Geniale Rettungskette

Mäusebussard flog am Weißensee in die Freiheit

Kärnten
09.02.2023 18:45

Großer Freudentag am Weißensee. Das Anfang Jänner von Urlaubern verletzt aufgefundene Mäusebussard-Weibchen konnte am Donnerstag gesund in die Freiheit entlassen werden. Bei der Freilassung waren nicht nur die Retter anwesend.

„Sie hat sich gut von der Vergiftung erholt. Die Medikamente haben gewirkt, sie kann wieder ihre Freiheit genießen“, freut sich nicht nur Falkner Franz Schüttelkopf von der Adlerarena Burg Landskron, der den Greifvogel im Pflegecenter betreut hat. Wie berichtet wurde der Bussard Anfang Jänner illegal angeschossen und hatte Vergiftungserscheinungen davongetragen. Holländische Urlauber fanden das verletzte Tier hinter dem Hotel Ronacherfels und alarmierten Hotelier Stefan Lilg, der den Bussard in einem Maltetrog weich bettete und in der Garage sicherte. Dann wurde Michaela Dworak von der Vogelhilfe Kärnten alamiert, die die weiteren Schritte unternahm und den Vogel abholte.

Falkner Franz Schüttelkopf brachte dann das Greifvogelweibchen zu Tierarzt Christian Kusej, der die tierärztliche Versorgung übernahm. „Gleich am nächsten Tag war dann der erste Erfolg sichtbar, das Weibchen konnte wieder stehen. Es hatte ja am Vortag gekrampft und war in schlechtem Zustand“, erklärt Schüttelkopf. Und zur Freude auch aller Hotelgäste, die sich jeden Tag nach dem verletzten Tier erkundigt hatten, erholte sich das Mäusebussardweibchen komplett von seiner Verletzung und Vergiftung.

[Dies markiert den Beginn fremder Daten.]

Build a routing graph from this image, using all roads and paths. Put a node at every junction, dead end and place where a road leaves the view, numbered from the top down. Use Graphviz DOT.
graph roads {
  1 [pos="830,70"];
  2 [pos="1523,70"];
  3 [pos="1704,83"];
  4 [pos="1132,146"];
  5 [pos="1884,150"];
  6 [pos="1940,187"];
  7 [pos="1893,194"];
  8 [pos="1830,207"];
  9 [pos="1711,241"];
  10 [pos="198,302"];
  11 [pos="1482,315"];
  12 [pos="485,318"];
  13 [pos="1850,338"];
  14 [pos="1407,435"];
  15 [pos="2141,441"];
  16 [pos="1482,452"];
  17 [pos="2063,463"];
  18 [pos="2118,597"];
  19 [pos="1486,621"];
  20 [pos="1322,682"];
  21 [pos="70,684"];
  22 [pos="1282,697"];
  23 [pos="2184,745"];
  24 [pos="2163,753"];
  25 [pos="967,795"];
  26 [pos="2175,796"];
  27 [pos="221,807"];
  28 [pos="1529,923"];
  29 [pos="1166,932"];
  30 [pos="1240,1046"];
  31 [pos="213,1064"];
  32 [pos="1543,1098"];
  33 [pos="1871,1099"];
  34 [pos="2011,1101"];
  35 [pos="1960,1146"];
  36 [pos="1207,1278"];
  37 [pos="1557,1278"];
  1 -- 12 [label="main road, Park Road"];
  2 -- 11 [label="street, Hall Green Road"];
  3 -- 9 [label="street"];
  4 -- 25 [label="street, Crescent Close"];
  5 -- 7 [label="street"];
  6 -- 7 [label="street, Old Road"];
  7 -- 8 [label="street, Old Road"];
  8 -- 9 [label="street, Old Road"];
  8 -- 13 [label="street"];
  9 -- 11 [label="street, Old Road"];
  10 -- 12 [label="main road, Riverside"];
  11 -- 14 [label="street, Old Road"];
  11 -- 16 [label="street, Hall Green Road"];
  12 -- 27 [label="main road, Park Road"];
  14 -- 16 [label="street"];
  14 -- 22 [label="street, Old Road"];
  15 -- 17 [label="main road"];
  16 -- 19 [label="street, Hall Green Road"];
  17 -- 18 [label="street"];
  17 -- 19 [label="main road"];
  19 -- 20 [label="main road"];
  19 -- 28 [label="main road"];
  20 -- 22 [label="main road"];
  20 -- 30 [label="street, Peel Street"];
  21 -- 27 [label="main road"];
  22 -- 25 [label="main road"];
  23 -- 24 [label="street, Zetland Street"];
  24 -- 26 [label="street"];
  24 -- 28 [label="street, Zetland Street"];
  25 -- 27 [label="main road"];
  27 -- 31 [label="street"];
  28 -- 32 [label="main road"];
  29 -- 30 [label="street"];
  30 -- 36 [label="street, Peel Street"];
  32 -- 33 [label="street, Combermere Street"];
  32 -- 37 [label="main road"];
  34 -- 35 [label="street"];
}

Bussard am Fundort in Freiheit entlassen
Deshalb konnte der Bussard am Donnerstag am Weißensee wieder in die Freiheit entlassen werden. Zahlreiche Hotelgäste und natürlich die Retter Stefan Lilg, Michaela Dworak und Falkner Franz Schüttelkopf, der den Vogel mit Greifvogelhaube versehen an den Fundort brachte, wohnten der Freilassung bei. Das Greifvogelweibchen wurde auf einen Baumstamm gesetzt, wo es noch ein Weilchen verweilte, bevor es dann über den wunderschönen Weißensee bei schönstem Wetter in die Freiheit flog. Die Tierliebe zahlreicher Menschen hat dem wunderschönen Bussard das Leben gerettet.

Illegale Abschüsse
Leider setzen illegale Abschüsse nicht nur den Greifvögeln zu. Zudem verenden in ganz Europa Tausende Vögel an durch die Patronen verursachten Bleivergiftungen und „das oft elendig“, weiß auch Vogelexpertin Michaela Dworak.

Nächster Patient für Adlerarena
Sie hatte übrigens bereits den nächsten verletzten Vogel mit. Ein Waldkauz musste aus einem Kamin gerettet werden. Er war schon sehr geschwächt. Falkner Franz Schüttelkopf übernahm in gleich am Weißensee und brachte ihn ins Pflegecenter.